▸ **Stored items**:
* * *

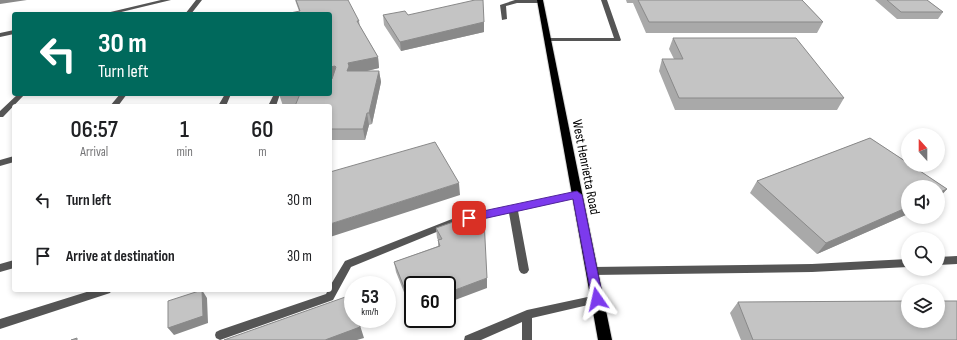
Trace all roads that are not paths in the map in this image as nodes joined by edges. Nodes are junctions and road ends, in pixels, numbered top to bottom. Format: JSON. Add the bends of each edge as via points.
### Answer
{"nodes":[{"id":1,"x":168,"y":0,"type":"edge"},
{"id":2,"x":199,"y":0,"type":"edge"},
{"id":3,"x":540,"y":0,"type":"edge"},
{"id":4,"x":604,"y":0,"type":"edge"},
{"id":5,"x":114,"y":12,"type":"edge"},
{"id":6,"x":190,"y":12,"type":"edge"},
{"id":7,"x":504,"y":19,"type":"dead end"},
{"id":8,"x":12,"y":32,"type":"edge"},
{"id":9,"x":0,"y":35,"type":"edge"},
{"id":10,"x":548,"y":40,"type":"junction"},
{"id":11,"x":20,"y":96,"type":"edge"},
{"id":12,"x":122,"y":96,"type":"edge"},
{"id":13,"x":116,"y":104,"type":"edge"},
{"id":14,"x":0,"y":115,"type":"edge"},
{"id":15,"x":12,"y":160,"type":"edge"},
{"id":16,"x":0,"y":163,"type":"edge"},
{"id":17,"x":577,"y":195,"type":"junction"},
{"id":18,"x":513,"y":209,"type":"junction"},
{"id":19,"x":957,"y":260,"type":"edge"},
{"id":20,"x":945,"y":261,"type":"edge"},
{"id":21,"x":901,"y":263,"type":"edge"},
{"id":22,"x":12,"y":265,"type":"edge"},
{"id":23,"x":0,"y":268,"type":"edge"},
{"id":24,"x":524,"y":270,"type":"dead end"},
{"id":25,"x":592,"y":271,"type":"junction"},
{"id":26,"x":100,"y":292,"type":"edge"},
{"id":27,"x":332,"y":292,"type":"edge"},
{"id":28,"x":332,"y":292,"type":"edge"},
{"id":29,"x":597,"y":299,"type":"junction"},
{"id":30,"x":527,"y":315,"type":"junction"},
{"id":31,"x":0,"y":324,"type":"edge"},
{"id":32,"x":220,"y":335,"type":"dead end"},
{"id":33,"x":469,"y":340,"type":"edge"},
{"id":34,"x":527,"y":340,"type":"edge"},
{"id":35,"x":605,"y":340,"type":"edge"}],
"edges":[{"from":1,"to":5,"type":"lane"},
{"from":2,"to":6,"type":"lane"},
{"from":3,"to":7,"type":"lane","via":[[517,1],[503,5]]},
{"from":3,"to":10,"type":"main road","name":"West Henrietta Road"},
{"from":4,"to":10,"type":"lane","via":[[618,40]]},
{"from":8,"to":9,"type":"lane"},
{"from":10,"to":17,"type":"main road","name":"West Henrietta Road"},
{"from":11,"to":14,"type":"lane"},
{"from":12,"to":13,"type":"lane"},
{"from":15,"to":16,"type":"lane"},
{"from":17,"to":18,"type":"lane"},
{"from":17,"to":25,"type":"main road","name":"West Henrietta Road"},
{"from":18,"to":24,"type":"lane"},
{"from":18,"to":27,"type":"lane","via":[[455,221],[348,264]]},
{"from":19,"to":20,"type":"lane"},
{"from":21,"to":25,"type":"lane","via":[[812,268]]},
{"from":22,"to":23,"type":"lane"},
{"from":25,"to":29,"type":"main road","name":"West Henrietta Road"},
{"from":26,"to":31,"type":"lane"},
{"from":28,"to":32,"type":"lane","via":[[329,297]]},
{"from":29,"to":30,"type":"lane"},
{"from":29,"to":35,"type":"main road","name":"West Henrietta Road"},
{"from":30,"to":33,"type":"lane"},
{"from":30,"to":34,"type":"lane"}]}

* * *

▸ **Directions**: Return the records above exactly as written, but without any of the pictures.

▸ **Task answer**:
Trace all roads that are not paths in the map in this image as nodes joined by edges. Nodes are junctions and road ends, in pixels, numbered top to bottom. Format: JSON. Add the bends of each edge as via points.
### Answer
{"nodes":[{"id":1,"x":168,"y":0,"type":"edge"},
{"id":2,"x":199,"y":0,"type":"edge"},
{"id":3,"x":540,"y":0,"type":"edge"},
{"id":4,"x":604,"y":0,"type":"edge"},
{"id":5,"x":114,"y":12,"type":"edge"},
{"id":6,"x":190,"y":12,"type":"edge"},
{"id":7,"x":504,"y":19,"type":"dead end"},
{"id":8,"x":12,"y":32,"type":"edge"},
{"id":9,"x":0,"y":35,"type":"edge"},
{"id":10,"x":548,"y":40,"type":"junction"},
{"id":11,"x":20,"y":96,"type":"edge"},
{"id":12,"x":122,"y":96,"type":"edge"},
{"id":13,"x":116,"y":104,"type":"edge"},
{"id":14,"x":0,"y":115,"type":"edge"},
{"id":15,"x":12,"y":160,"type":"edge"},
{"id":16,"x":0,"y":163,"type":"edge"},
{"id":17,"x":577,"y":195,"type":"junction"},
{"id":18,"x":513,"y":209,"type":"junction"},
{"id":19,"x":957,"y":260,"type":"edge"},
{"id":20,"x":945,"y":261,"type":"edge"},
{"id":21,"x":901,"y":263,"type":"edge"},
{"id":22,"x":12,"y":265,"type":"edge"},
{"id":23,"x":0,"y":268,"type":"edge"},
{"id":24,"x":524,"y":270,"type":"dead end"},
{"id":25,"x":592,"y":271,"type":"junction"},
{"id":26,"x":100,"y":292,"type":"edge"},
{"id":27,"x":332,"y":292,"type":"edge"},
{"id":28,"x":332,"y":292,"type":"edge"},
{"id":29,"x":597,"y":299,"type":"junction"},
{"id":30,"x":527,"y":315,"type":"junction"},
{"id":31,"x":0,"y":324,"type":"edge"},
{"id":32,"x":220,"y":335,"type":"dead end"},
{"id":33,"x":469,"y":340,"type":"edge"},
{"id":34,"x":527,"y":340,"type":"edge"},
{"id":35,"x":605,"y":340,"type":"edge"}],
"edges":[{"from":1,"to":5,"type":"lane"},
{"from":2,"to":6,"type":"lane"},
{"from":3,"to":7,"type":"lane","via":[[517,1],[503,5]]},
{"from":3,"to":10,"type":"main road","name":"West Henrietta Road"},
{"from":4,"to":10,"type":"lane","via":[[618,40]]},
{"from":8,"to":9,"type":"lane"},
{"from":10,"to":17,"type":"main road","name":"West Henrietta Road"},
{"from":11,"to":14,"type":"lane"},
{"from":12,"to":13,"type":"lane"},
{"from":15,"to":16,"type":"lane"},
{"from":17,"to":18,"type":"lane"},
{"from":17,"to":25,"type":"main road","name":"West Henrietta Road"},
{"from":18,"to":24,"type":"lane"},
{"from":18,"to":27,"type":"lane","via":[[455,221],[348,264]]},
{"from":19,"to":20,"type":"lane"},
{"from":21,"to":25,"type":"lane","via":[[812,268]]},
{"from":22,"to":23,"type":"lane"},
{"from":25,"to":29,"type":"main road","name":"West Henrietta Road"},
{"from":26,"to":31,"type":"lane"},
{"from":28,"to":32,"type":"lane","via":[[329,297]]},
{"from":29,"to":30,"type":"lane"},
{"from":29,"to":35,"type":"main road","name":"West Henrietta Road"},
{"from":30,"to":33,"type":"lane"},
{"from":30,"to":34,"type":"lane"}]}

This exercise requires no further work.